═════ Dataset records

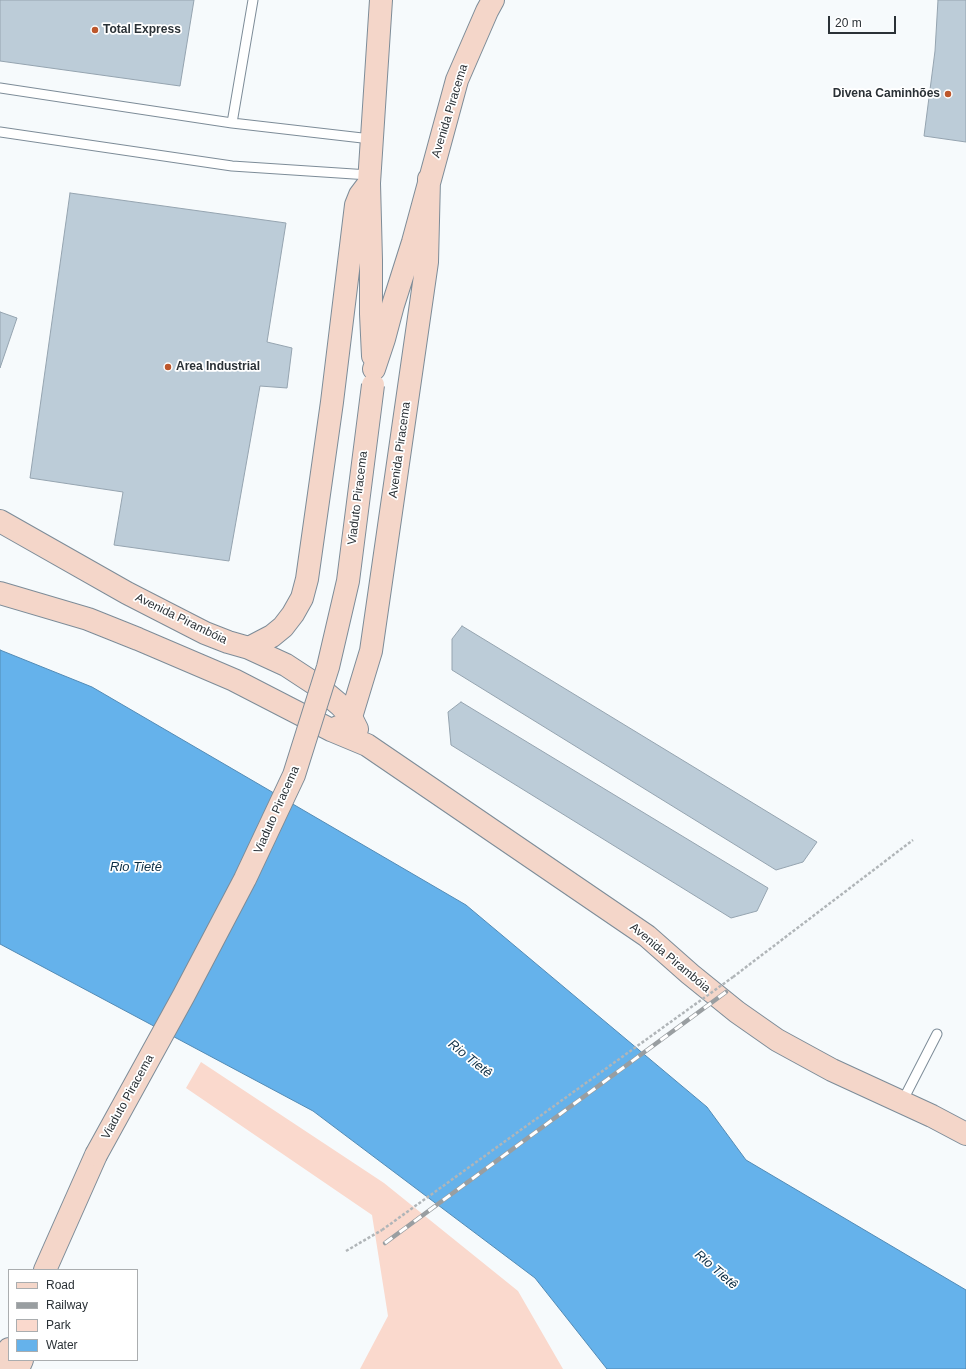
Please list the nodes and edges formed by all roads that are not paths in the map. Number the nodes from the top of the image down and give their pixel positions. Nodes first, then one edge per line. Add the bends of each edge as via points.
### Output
1 (253, 0) edge
2 (381, 0) edge
3 (492, 0) edge
4 (0, 88) edge
5 (232, 123) junction
6 (0, 132) edge
7 (371, 139) junction
8 (369, 179) junction
9 (430, 179) junction
10 (373, 377) junction
11 (0, 521) edge
12 (0, 593) edge
13 (249, 648) junction
14 (351, 717) junction
15 (331, 730) junction
16 (367, 745) junction
17 (937, 1034) dead end
18 (902, 1102) junction
19 (966, 1134) edge
20 (44, 1269) edge
21 (8, 1352) edge
22 (0, 1368) edge

1 - 5 lane
2 - 7 main road
3 - 9 main road, Avenida Piracema via 457,80
4 - 5 lane
5 - 7 lane
6 - 8 lane via 232,166
7 - 8 main road
8 - 10 main road
8 - 13 main road via 356,205 307,579 302,598 283,627
9 - 10 main road, Avenida Piracema
9 - 14 main road, Avenida Piracema via 427,262 371,652
10 - 20 main road, Viaduto Piracema, bridge via 348,581 328,667 294,775 245,879 96,1155
11 - 13 main road, Avenida Pirambóia via 127,593 198,629
12 - 15 main road, Avenida Pirambóia via 88,619 138,639 234,680
13 - 14 main road, Avenida Pirambóia via 286,665 315,684
14 - 15 main road via 345,724
14 - 16 main road, Avenida Pirambóia
15 - 16 main road, Avenida Pirambóia
16 - 18 main road, Avenida Pirambóia via 647,936 737,1012 777,1040 832,1070
17 - 18 lane
18 - 19 main road, Avenida Pirambóia
21 - 22 main road

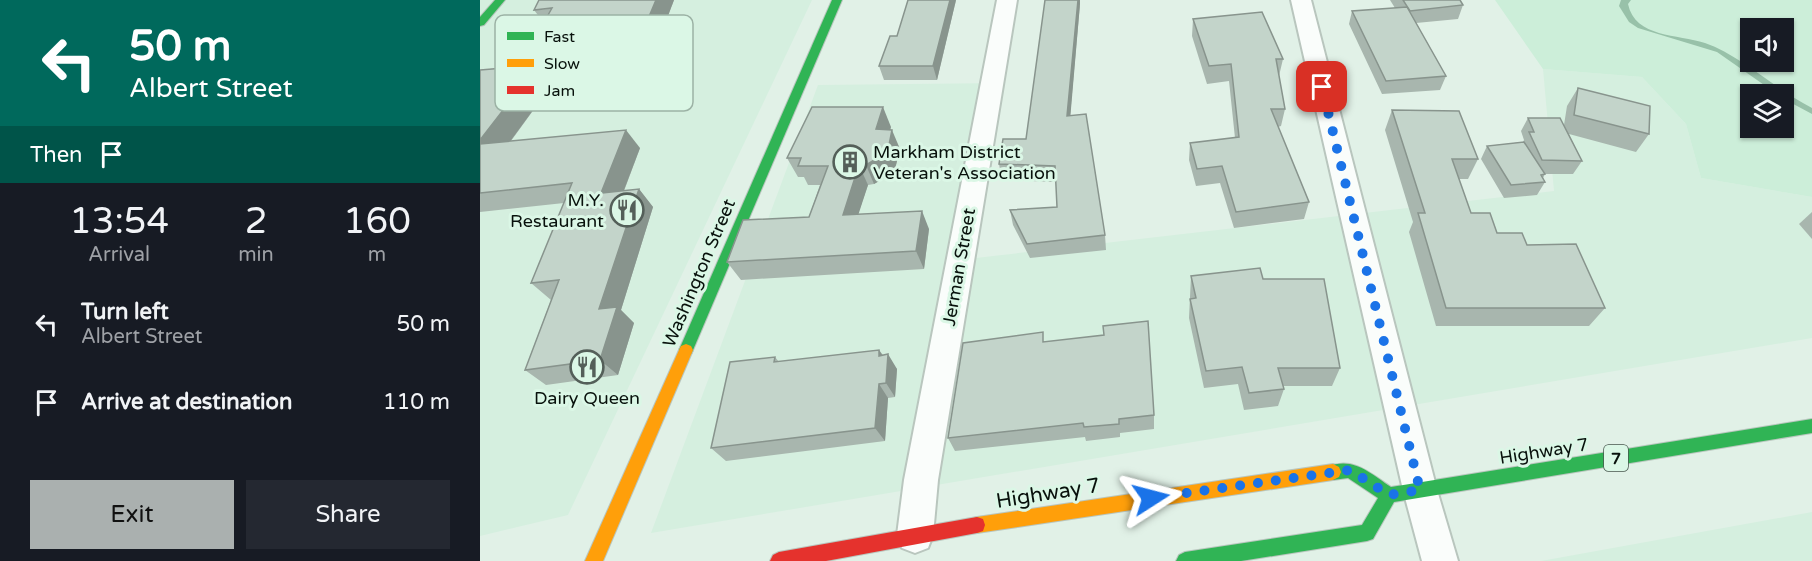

══════════

Task brief:
Pictures stay out of the copy, while everything else in the records above goes in exactly as written.

Answer for this exercise:
Please list the nodes and edges formed by all roads that are not paths in the map. Number the nodes from the top of the image down and give their pixel positions. Nodes first, then one edge per line. Add the bends of each edge as via points.
### Output
1 (253, 0) edge
2 (381, 0) edge
3 (492, 0) edge
4 (0, 88) edge
5 (232, 123) junction
6 (0, 132) edge
7 (371, 139) junction
8 (369, 179) junction
9 (430, 179) junction
10 (373, 377) junction
11 (0, 521) edge
12 (0, 593) edge
13 (249, 648) junction
14 (351, 717) junction
15 (331, 730) junction
16 (367, 745) junction
17 (937, 1034) dead end
18 (902, 1102) junction
19 (966, 1134) edge
20 (44, 1269) edge
21 (8, 1352) edge
22 (0, 1368) edge

1 - 5 lane
2 - 7 main road
3 - 9 main road, Avenida Piracema via 457,80
4 - 5 lane
5 - 7 lane
6 - 8 lane via 232,166
7 - 8 main road
8 - 10 main road
8 - 13 main road via 356,205 307,579 302,598 283,627
9 - 10 main road, Avenida Piracema
9 - 14 main road, Avenida Piracema via 427,262 371,652
10 - 20 main road, Viaduto Piracema, bridge via 348,581 328,667 294,775 245,879 96,1155
11 - 13 main road, Avenida Pirambóia via 127,593 198,629
12 - 15 main road, Avenida Pirambóia via 88,619 138,639 234,680
13 - 14 main road, Avenida Pirambóia via 286,665 315,684
14 - 15 main road via 345,724
14 - 16 main road, Avenida Pirambóia
15 - 16 main road, Avenida Pirambóia
16 - 18 main road, Avenida Pirambóia via 647,936 737,1012 777,1040 832,1070
17 - 18 lane
18 - 19 main road, Avenida Pirambóia
21 - 22 main road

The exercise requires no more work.